I’m not saying I’m good at testing, but at least once a month I find something in someone else’s app that’s disappointing. So I feel compelled to report it, this may involve a bit of homework to capture repro steps (often impossible in cloud based apps) and recalling exactly how you did it, when often you were not actually in tester mode.
- At this point I start feeling invested, and I try to decide if this bug is severe, or having it fixed would make my life so awesome I turn into a promoter of the buggy product. If not I feel inclined to just get on with life.
- Get a screenshot, and now try to find them on twitter or on a forum - unfortunately this involves the question of… Do you DM or PM, or post publicly?
- Wait for a response. At this point you realize that the language you wrote your message in is super important, so you go back and rewrite it.
- Most companies do not care, get on with your life.
Yesterday I got a super bit of support feedback which actually gave detail around the bug cause that I had found. And that acknowledgement has turned me into product promoter, so Win-Win there.

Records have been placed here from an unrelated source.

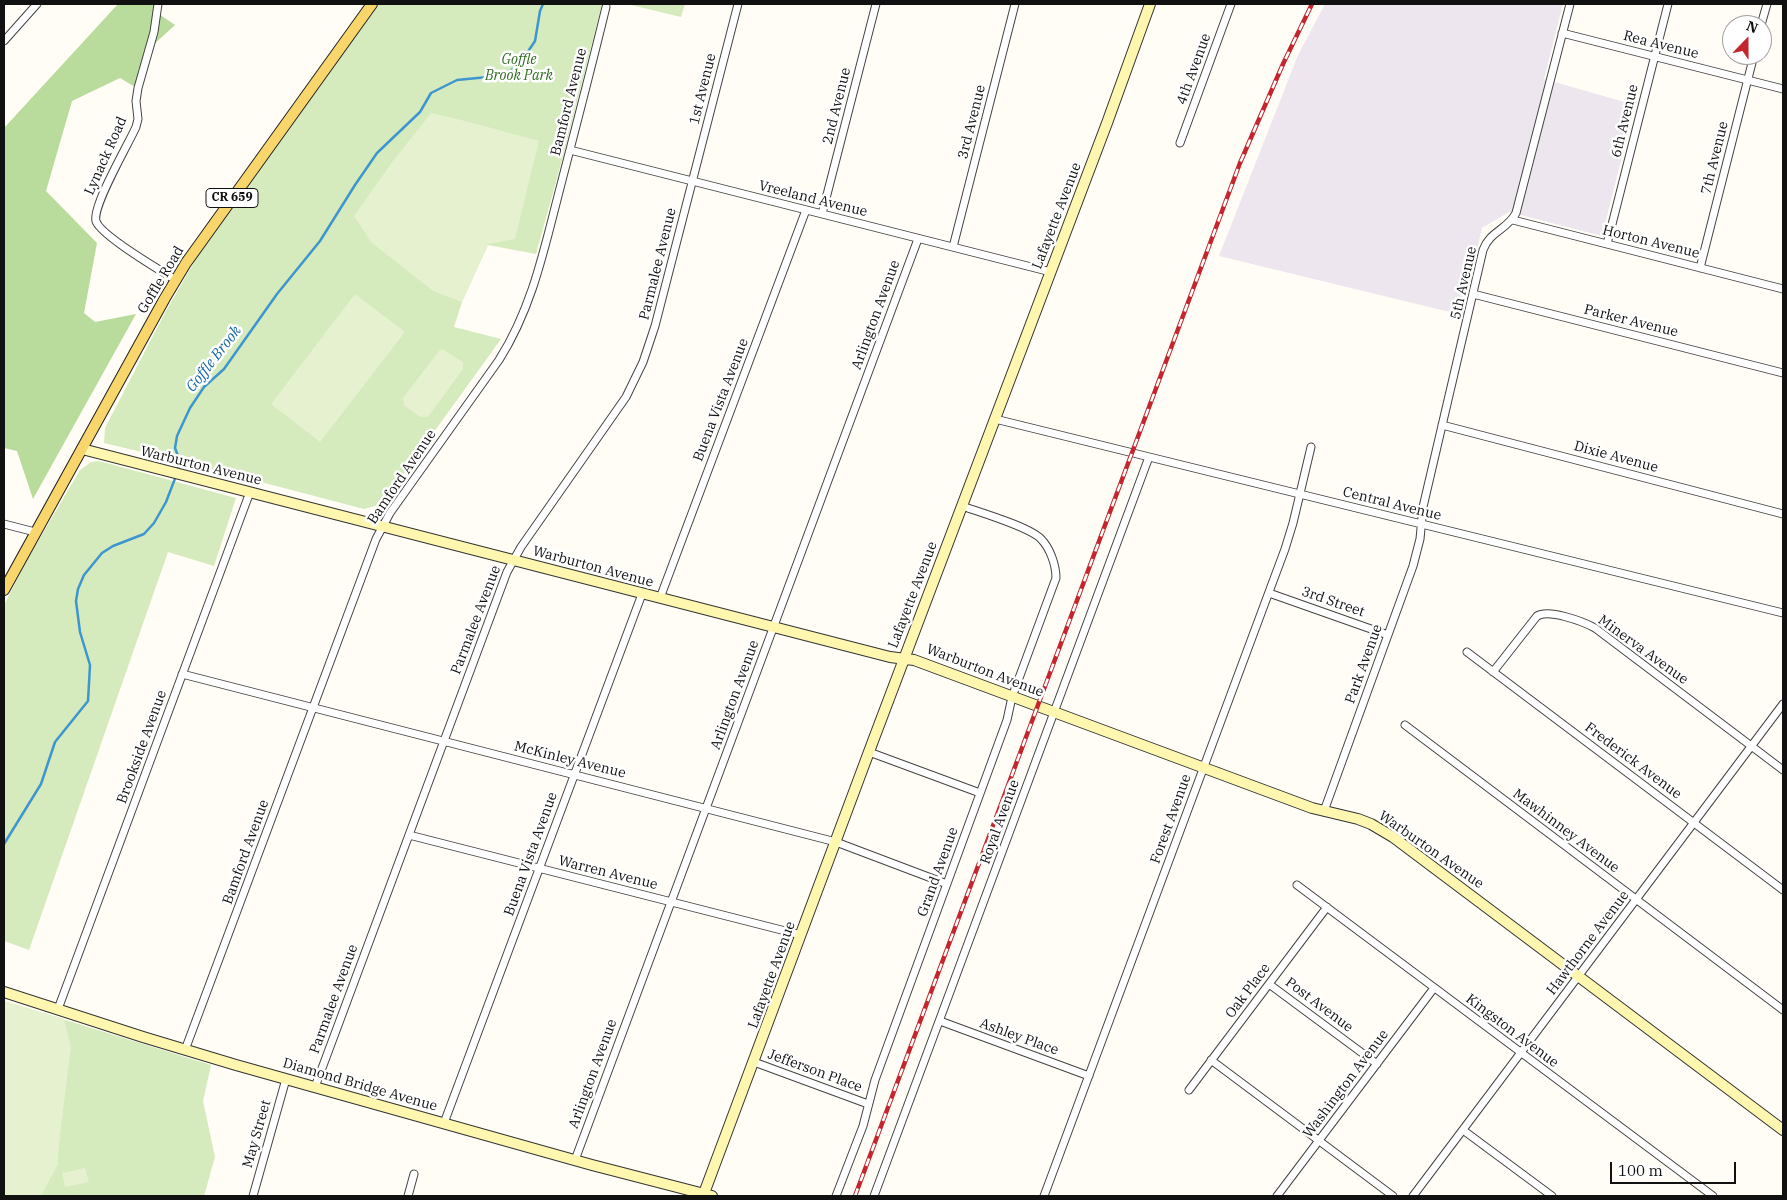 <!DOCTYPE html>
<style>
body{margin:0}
#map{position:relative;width:1787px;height:1200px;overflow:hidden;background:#fffdf5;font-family:"IBM Plex Serif",serif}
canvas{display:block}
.frame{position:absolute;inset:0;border:5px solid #111;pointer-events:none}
.north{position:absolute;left:1722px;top:15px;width:50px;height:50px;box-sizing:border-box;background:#fff;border:1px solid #a0a0a0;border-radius:50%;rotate:22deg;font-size:14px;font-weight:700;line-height:20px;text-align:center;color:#111}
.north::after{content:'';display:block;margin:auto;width:18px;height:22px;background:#c4262e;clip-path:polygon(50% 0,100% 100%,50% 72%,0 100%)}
.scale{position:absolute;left:1610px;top:1162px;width:126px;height:22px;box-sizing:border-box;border:2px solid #111;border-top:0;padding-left:6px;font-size:15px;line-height:18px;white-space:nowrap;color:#111;-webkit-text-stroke:4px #fff;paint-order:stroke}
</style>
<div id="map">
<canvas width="1787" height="1200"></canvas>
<div class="frame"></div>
<div class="north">N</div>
<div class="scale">100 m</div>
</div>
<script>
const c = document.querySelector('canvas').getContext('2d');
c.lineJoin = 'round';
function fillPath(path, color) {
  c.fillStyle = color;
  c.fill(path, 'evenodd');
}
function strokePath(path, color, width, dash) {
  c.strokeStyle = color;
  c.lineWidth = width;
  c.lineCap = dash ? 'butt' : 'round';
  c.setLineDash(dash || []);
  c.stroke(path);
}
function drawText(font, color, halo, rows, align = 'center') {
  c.font = font + ' "IBM Plex Serif",serif';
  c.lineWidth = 5;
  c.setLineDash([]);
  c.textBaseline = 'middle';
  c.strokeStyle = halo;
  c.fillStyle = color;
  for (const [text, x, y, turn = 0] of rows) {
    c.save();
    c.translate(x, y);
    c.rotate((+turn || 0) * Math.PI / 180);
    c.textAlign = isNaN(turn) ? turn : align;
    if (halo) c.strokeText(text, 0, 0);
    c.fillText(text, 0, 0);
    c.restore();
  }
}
const industrial = new Path2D(`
 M1325,4H1563L1544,79L1635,105L1602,236L1509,212L1482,228L1462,315L1219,256L1298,55Z`);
const green = new Path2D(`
 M379,4H602L564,153L536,254L488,245L462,302L454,327L501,339L382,504L364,509L196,465L104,443L105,428L166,311L196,259Z
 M627,4H685L681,17Z
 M99,461L236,498L214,566L168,552L29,950L4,941V605L27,560L80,470L91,462Z
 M4,1001L211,1065L203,1101L215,1157L204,1196H4Z`);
const forest = new Path2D(`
 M118,4H157L156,12L175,25L151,47L140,90L120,78L72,101L46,191L97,243L84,313L95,322L136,314L33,499L17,451L4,448V128Z`);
const pitch = new Path2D(`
 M431,113L469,122L539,141L515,239L488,244L462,302L433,291L371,242L354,216L393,161Z
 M355,294L405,332L320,442L271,404Z
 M442,349L463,362V369L428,417H420L404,405L403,398L439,351Z
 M4,1001L64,1019L71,1047L58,1152V1164L41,1196H4Z
 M85,1168L89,1182L65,1187L62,1173Z`);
const stream = new Path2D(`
 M177,471L180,461L175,448L177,436L190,408L204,387L224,369L277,294L320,241L355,185L377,153L420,112L431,93L457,80L488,77L508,72L519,65L535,41L540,11L543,4
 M4,844L41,784L55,742L88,701L90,665L80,632L76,601L78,589L84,575L102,553L113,546L144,534L154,523L166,502L176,476`);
const street = new Path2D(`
 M158,4L154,32L138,88L136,101L138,119L136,127C128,145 92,206 96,221C100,235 161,271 176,280
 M1761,25L1767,4
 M1562,33L1783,89
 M4,41L37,4
 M1180,143L1231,4
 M570,150L1051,272
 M822,214L876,4
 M1513,220L1783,289
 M1607,244L1668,4
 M953,247L1015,4
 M1700,268L1754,55
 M1473,294L1783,373
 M995,419L1783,613
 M1442,425L1783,514
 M4,524L35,532
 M1269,593L1388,635
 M660,598L806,210
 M1467,652L1783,890
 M1493,672L1537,616C1549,609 1582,621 1595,628L1783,770
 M182,674L836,842L947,884
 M1405,725L1783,1010
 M869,752L980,793
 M1324,811L1413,566L1420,539L1423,507L1483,250C1490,231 1507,230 1516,213L1570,4
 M409,835L801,935
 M1297,885L1713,1196
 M1269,984L1377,1064
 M58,1009L250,492
 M940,1021L1089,1076
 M185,1050L376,539L390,513L499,360C532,308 544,250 559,192C575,130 591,69 606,7
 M1211,1060L1393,1196
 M754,1062L868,1104
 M315,1087L507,572L521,547L626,397L643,362L655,326L738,4
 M1189,1090L1327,907
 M444,1123L642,594
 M1463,1130L1552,1196
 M575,1160L918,239
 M253,1196L286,1079
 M408,1196L414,1174
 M836,1196L863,1126L875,1080L1007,720L1012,697L1056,578C1056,565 1050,548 1041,539C1030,527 979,512 962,506
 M874,1196L1149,457
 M1044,1196L1285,549L1293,523L1311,447
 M1277,1196L1434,988
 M1413,1196L1783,704`);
const secondary = new Path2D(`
 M82,449L890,657L914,660L1312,808L1358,819L1371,824L1393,837L1783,1130
 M4,992L143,1037L236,1065L592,1165L712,1196
 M703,1196L873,741L1107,123L1150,4`);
const primary = new Path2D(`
 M4,590L165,298L186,263L372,4`);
const rail = new Path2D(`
 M855,1196L1240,163L1283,64L1312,4`);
const shields = [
 [232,198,52]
];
const shieldNames = [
 ["CR 659",232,198]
];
const streetNames = [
 ["Rea Avenue",1661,45,14],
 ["4th Avenue",1194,69,-70],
 ["1st Avenue",703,89,-76],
 ["Bamford Avenue",569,102,-76],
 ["2nd Avenue",837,106,-76],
 ["6th Avenue",1625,121,-76],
 ["3rd Avenue",972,122,-76],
 ["Lynack Road",106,156,-66],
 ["7th Avenue",1715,158,-76],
 ["Vreeland Avenue",813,199,14],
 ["Lafayette Avenue",1057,216,-69],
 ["Horton Avenue",1651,242,14],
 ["Parmalee Avenue",658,264,-76],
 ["Goffle Road",161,280,-59],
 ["5th Avenue",1464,283,-77],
 ["Arlington Avenue",876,315,-70],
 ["Parker Avenue",1631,321,14],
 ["Buena Vista Avenue",721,400,-69],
 ["Dixie Avenue",1616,457,15],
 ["Warburton Avenue",201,466,14],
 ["Bamford Avenue",402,477,-56],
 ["Central Avenue",1392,504,14],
 ["Warburton Avenue",593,567,15],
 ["Lafayette Avenue",913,595,-69],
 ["3rd Street",1333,602,19],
 ["Parmalee Avenue",476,620,-69],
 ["Minerva Avenue",1643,650,36],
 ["Park Avenue",1364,664,-70],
 ["Warburton Avenue",985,671,21],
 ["Arlington Avenue",735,695,-70],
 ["Brookside Avenue",142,747,-70],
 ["McKinley Avenue",570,760,14],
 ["Frederick Avenue",1633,761,37],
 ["Forest Avenue",1171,819,-70],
 ["Royal Avenue",1000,822,-70],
 ["Mawhinney Avenue",1566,831,37],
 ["Warburton Avenue",1431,850,35],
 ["Bamford Avenue",246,852,-70],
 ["Buena Vista Avenue",531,854,-70],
 ["Grand Avenue",938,872,-70],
 ["Warren Avenue",608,873,14],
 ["Hawthorne Avenue",1588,943,-53],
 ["Lafayette Avenue",772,975,-70],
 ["Oak Place",1248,991,-53],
 ["Parmalee Avenue",334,999,-70],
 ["Post Avenue",1319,1005,37],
 ["Kingston Avenue",1512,1031,37],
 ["Ashley Place",1019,1037,20],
 ["Jefferson Place",815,1071,20],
 ["Arlington Avenue",593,1074,-70],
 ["Washington Avenue",1346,1084,-53],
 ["Diamond Bridge Avenue",360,1085,16],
 ["May Street",257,1134,-74]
];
const parkNames = [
 ["Goffle",519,60],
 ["Brook Park",519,76]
];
const waterNames = [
 ["Goffle Brook",214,359,-52]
];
fillPath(industrial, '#eee6ef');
fillPath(green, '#d5ebbd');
fillPath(forest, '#b9dc9c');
fillPath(pitch, '#e6f2cf');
strokePath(stream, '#3f96cf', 2.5);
strokePath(street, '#444', 9);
strokePath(secondary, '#333', 12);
strokePath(primary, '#222', 12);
strokePath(street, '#fff', 7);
strokePath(secondary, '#fff6b0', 10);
strokePath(primary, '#f9d66b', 10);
strokePath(rail, '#c4262e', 4.5);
strokePath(rail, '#fff', 2.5, [8]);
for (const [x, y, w] of shields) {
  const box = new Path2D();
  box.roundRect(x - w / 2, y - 9.5, w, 19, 4);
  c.fillStyle = '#fff';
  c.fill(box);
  strokePath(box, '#111', 1);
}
drawText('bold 12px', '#111', null, shieldNames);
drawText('14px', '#111', '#fff', streetNames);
drawText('italic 14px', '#2f6b1f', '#fff', parkNames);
drawText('italic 15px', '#1768a6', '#fff', waterNames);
</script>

We do it just for the Kudos and the chance to make things better. Some of the best places to go finding these bugs and giving good feedback are well know to us testers, and it’s sometimes even possible to get freebies. Although so far I’ve gotten more freebies by writing proper amazon product reviews. But I have gotten a small torch and a flashdrive for finding a bug in a website signup flow, which seems to be the richest pickings for bugs. Who else find the constant stream of issues you encounter outside your day job a mental load on your bug-report-submitting skills?